I wouldn’t call it old tech. It’s just another portion of the spectrum. There is some pretty advanced stuff going on with HF.

So why not listen in the vicinity of the towers and deduce what frequency this is on?

Listening is the easy part. But the sender would be foolish not to strongly encrypt what they send. Are you really "listening" if all you get after decoding is pseudo-random bits?

Listening will at least you know the frequency and type of modulation so you can at least understand who it is. And if the signal is always on or at certain times of the day only can help identify purpose

Some are doing it, obviously.

"Garden Leave" is a paid non-compete time (often a year) used in the financial industry when someone switched jobs. The prior employer invokes it at their option.

I wasn't aware that "paid non-compete" is a thing, thanks for clarifying it. Next time when I see a non-compete in a contract (which is usual for developers), instead of negotiating it out, I'll try to negotiate something like this. What do these agreements usually look like?
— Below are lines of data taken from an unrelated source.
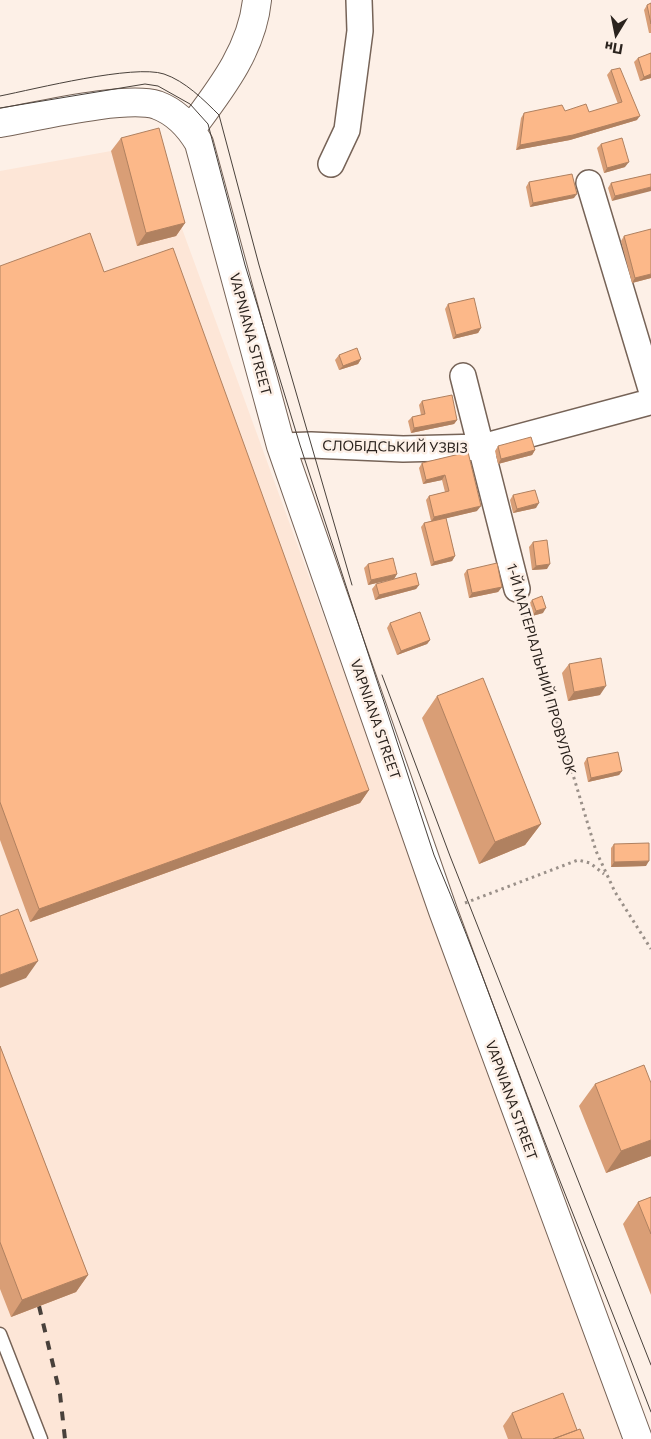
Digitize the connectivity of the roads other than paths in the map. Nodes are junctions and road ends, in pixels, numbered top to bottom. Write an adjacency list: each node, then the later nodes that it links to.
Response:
1 (272, 0): 3 (street)
2 (359, 0): 6 (street)
3 (256, 10): 5 (street)
4 (0, 123): 5 (street)
5 (191, 129): 11 (street, VAPNIANA STREET)
6 (331, 164)
7 (589, 183): 9 (street)
8 (463, 376): 12 (street, 1-Й МАТЕРІАЛЬНИЙ ПРОВУЛОК)
9 (651, 389)
10 (651, 398): 12 (street, СЛОБІДСЬКИЙ УЗВІЗ)
11 (281, 446): 12 (street, СЛОБІДСЬКИЙ УЗВІЗ); 16 (street, VAPNIANA STREET)
12 (482, 447): 13 (street, 1-Й МАТЕРІАЛЬНИЙ ПРОВУЛОК)
13 (517, 589)
14 (0, 1334): 15 (lane)
15 (41, 1439)
16 (638, 1439)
The employer has the option to pay you your salary (not bonus, which is a big part of your income!) to not work at all instead of you going to a competitor.

I think that the comp part is necessary to make it enforceable at all.

That's not always correct. It can be shorter (3 months are common in London) and is often a fixed part of your contract (notice period). If both agree you can shorten it but it's not just invoked at the discretion of your employer.

i have one question: why expend some much energy on unearthing obscure stuff that has relevance only to a very small subset of a very small industry and literally nobody else? seems like a waste of effort.

Because it's interesting to someone.

I don't understand why my girlfriend likes to watch Youtube videos of other girls doing their make-up and hair but, then again, she doesn't understand why I need all the computers that I have.

sure, that's a trivial response that doesn't really address my point. I am suggesting that the authors could expend the same energy and find or create something that's much more interesting to many more people.

Short answer: because this is Hacker News, not Middle Manager In A Large Organization Serving A Well Established Market News.

The author went to the effort simply because he himself found it interesting. He published it on a hunch that at least a few other people would find it as interesting as he did, even if they are not working in that industry, just because technology is interesting in its own right. He was right.

that's obviously a tautological answer. I am saying, he is doing a lot of work, if he redirected this work towards something more relevant to more people, he would produce more results for himself and for everyone else.

Why does it need to be relevant for more people?

It looks as if you're treating it as a means to an end. I would say that it was more of an end in itself. Sure, something else might have been more impactful to a larger number of people, but having an impact isn't the point.

Perhaps because that very small subset of a very small industry can have a major impact on the entire global economy when something goes off plan?

It also hints at how much money is actually in play with these "very small" companies. If they're spending hundreds of millions to get an edge (sometimes in picoseconds) on the competition, what does that say about the magnitude of the money they are working with and willing to risk?

"Perhaps because that very small subset of a very small industry can have a major impact on the entire global economy when something goes off plan?"

this is a red herring. this specific article in no way discusses or addresses how this would happen, nor does it tie in relevance of shortwave to this specific point

> Mystery #6: What could be interesting across an ocean?

Err.... the rest of the world?

The question is asked in the context of the tower being owned by U.S. Cellular, who would not need shortwave antennae pointed across the pond to service local cell customers.